Data supplied Start Marker
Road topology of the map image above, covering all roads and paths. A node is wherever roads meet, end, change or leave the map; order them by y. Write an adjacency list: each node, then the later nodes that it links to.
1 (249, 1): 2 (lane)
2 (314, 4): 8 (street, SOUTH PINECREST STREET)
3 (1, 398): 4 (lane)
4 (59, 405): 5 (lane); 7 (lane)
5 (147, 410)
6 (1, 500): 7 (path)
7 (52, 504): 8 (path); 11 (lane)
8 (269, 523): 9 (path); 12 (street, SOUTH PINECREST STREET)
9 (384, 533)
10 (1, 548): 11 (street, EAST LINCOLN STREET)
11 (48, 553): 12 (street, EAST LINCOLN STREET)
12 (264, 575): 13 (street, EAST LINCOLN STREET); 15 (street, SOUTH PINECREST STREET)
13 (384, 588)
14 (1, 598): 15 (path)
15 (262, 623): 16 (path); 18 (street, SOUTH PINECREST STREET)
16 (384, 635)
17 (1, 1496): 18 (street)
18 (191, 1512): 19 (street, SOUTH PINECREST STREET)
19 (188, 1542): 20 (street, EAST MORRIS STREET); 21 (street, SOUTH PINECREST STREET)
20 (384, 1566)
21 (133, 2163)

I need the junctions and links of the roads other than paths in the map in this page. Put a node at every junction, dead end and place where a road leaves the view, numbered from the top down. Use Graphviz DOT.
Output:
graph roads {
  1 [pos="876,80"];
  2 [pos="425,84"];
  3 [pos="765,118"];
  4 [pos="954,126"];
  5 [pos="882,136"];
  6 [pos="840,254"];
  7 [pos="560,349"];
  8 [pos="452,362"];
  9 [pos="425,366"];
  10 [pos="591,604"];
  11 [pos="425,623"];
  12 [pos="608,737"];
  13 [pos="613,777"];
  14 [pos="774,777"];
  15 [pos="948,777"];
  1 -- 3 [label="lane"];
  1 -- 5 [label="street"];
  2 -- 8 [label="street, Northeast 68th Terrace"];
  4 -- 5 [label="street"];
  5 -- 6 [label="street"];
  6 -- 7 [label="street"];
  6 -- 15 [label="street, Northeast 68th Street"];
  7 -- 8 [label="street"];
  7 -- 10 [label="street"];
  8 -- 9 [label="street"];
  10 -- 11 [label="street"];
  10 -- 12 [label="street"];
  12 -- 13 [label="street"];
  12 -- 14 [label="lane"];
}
Data supplied End Marker
What the task requires » Repeat the data word for word, leaving out no line.

Answer to this exercise »
Road topology of the map image above, covering all roads and paths. A node is wherever roads meet, end, change or leave the map; order them by y. Write an adjacency list: each node, then the later nodes that it links to.
1 (249, 1): 2 (lane)
2 (314, 4): 8 (street, SOUTH PINECREST STREET)
3 (1, 398): 4 (lane)
4 (59, 405): 5 (lane); 7 (lane)
5 (147, 410)
6 (1, 500): 7 (path)
7 (52, 504): 8 (path); 11 (lane)
8 (269, 523): 9 (path); 12 (street, SOUTH PINECREST STREET)
9 (384, 533)
10 (1, 548): 11 (street, EAST LINCOLN STREET)
11 (48, 553): 12 (street, EAST LINCOLN STREET)
12 (264, 575): 13 (street, EAST LINCOLN STREET); 15 (street, SOUTH PINECREST STREET)
13 (384, 588)
14 (1, 598): 15 (path)
15 (262, 623): 16 (path); 18 (street, SOUTH PINECREST STREET)
16 (384, 635)
17 (1, 1496): 18 (street)
18 (191, 1512): 19 (street, SOUTH PINECREST STREET)
19 (188, 1542): 20 (street, EAST MORRIS STREET); 21 (street, SOUTH PINECREST STREET)
20 (384, 1566)
21 (133, 2163)

I need the junctions and links of the roads other than paths in the map in this page. Put a node at every junction, dead end and place where a road leaves the view, numbered from the top down. Use Graphviz DOT.
Output:
graph roads {
  1 [pos="876,80"];
  2 [pos="425,84"];
  3 [pos="765,118"];
  4 [pos="954,126"];
  5 [pos="882,136"];
  6 [pos="840,254"];
  7 [pos="560,349"];
  8 [pos="452,362"];
  9 [pos="425,366"];
  10 [pos="591,604"];
  11 [pos="425,623"];
  12 [pos="608,737"];
  13 [pos="613,777"];
  14 [pos="774,777"];
  15 [pos="948,777"];
  1 -- 3 [label="lane"];
  1 -- 5 [label="street"];
  2 -- 8 [label="street, Northeast 68th Terrace"];
  4 -- 5 [label="street"];
  5 -- 6 [label="street"];
  6 -- 7 [label="street"];
  6 -- 15 [label="street, Northeast 68th Street"];
  7 -- 8 [label="street"];
  7 -- 10 [label="street"];
  8 -- 9 [label="street"];
  10 -- 11 [label="street"];
  10 -- 12 [label="street"];
  12 -- 13 [label="street"];
  12 -- 14 [label="lane"];
}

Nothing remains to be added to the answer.